I regularly attend a poetry critique group in Ann Arbor, MI called the Crazy Wisdom Poetry Circle, named after the bookstore and tea shop where we used to meet before the pandemic. The experienced poets there have come to accept the sad and overly personal poems and flash pieces I write and help me craft them into something that sometimes almost sounds like real writing. One of them once told me “You always write from a place of longing. That’s a good place to write from.” I realized he was right. I find it hard to share what I write with the people I love. When I am in a good relationship, I write about bad ones; when I love someone, I write about missing them.
When I read Ben Teasdale’s piece “Exit Wounds,” I realized that even though Teasdale is less than half my age, he was writing from that same place of longing. In his story the narrator fears breaking up with his lover because he still longs for her half a world away, just as he longs for the father he never really had. His father’s woundedness inhabits the piece, haunts it and brings it to life. We learn that this piano-playing unemployed construction worker with a missing finger seems to fail miserably at being a father. He loses his job, attempts suicide and is in and out of psych hospitals. Yet he fathers from his very pain and from his humanness, his love is as palpable in the story as his failures are.

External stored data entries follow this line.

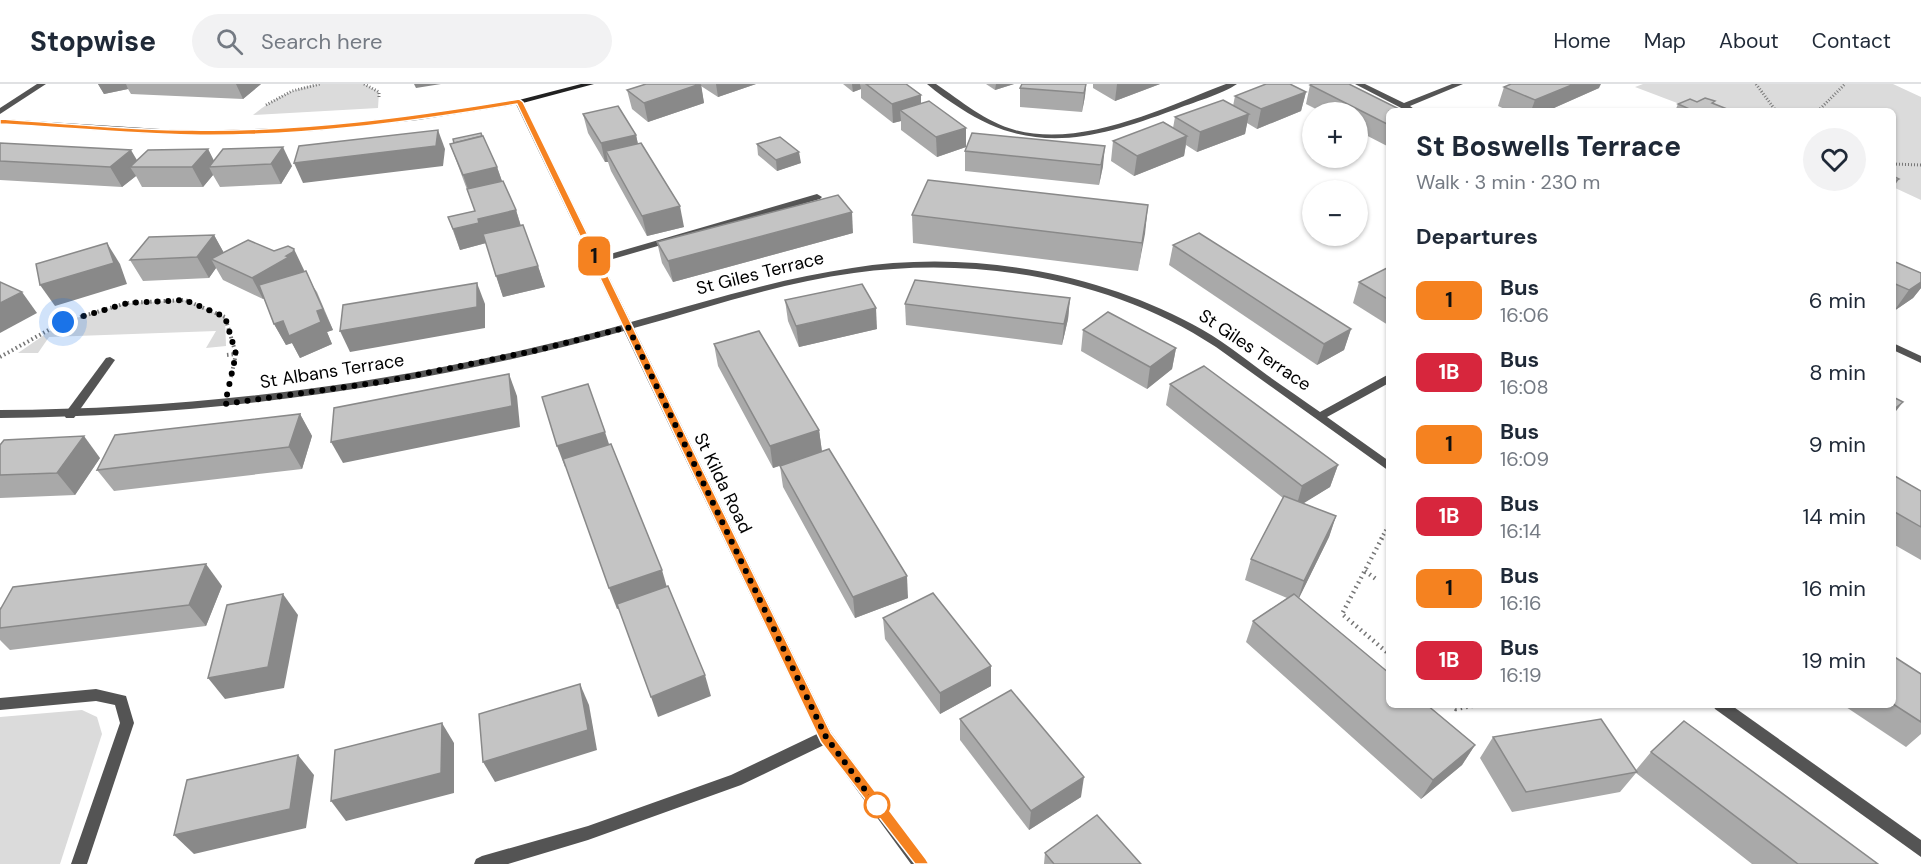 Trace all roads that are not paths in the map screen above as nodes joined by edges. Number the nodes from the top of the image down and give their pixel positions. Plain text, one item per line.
1 (42, 84) edge
2 (590, 84) edge
3 (932, 84) edge
4 (1233, 84) edge
5 (1359, 84) edge
6 (1459, 84) edge
7 (519, 102) junction
8 (1404, 106) junction
9 (1408, 108) edge
10 (0, 112) edge
11 (0, 121) edge
12 (818, 197) dead end
13 (596, 261) junction
14 (628, 327) junction
15 (1896, 348) edge
16 (110, 360) dead end
17 (1921, 360) edge
18 (1386, 380) edge
19 (0, 414) edge
20 (70, 415) junction
21 (1319, 417) junction
22 (1386, 465) edge
23 (0, 704) edge
24 (1724, 708) edge
25 (826, 737) junction
26 (1921, 849) edge
27 (79, 864) edge
28 (482, 864) edge
29 (921, 864) edge

1 - 10 street
2 - 7 street
3 - 4 street
5 - 8 street
6 - 8 street
7 - 11 street
7 - 13 street, St Kilda Road
8 - 9 street
12 - 13 street
13 - 14 street, St Kilda Road
14 - 20 street, St Albans Terrace
14 - 21 street, St Giles Terrace
14 - 25 street, St Kilda Road
15 - 17 street
16 - 20 street
18 - 21 street
19 - 20 street, St Albans Terrace
21 - 22 street, St Giles Terrace
23 - 27 street
24 - 26 street
25 - 28 street
25 - 29 street, St Kilda Road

My own non-fiction narrative “Legacy” is about wounded fathers and wounded sons. Like Teasdale’s piece, it is about redemption through love. Fathers can never be the fathers they want to be, at least I never could. They can only love from their woundedness. Sometimes that seems like so very little, but for Teasdale and for my son maybe it can be enough.
Greg Mahr is an academic psychiatrist in Detroit. He has published poetry and flash fiction in a number of journals, including Intima, CHEST, Flash Fiction, Third Wednesday and Peninsula Poets. His non-fiction book “The Wisdom and Science of Dreams” will be published by Routledge Press early in 2022. His essay “Legacy” appears in the Spring 2021 Intima.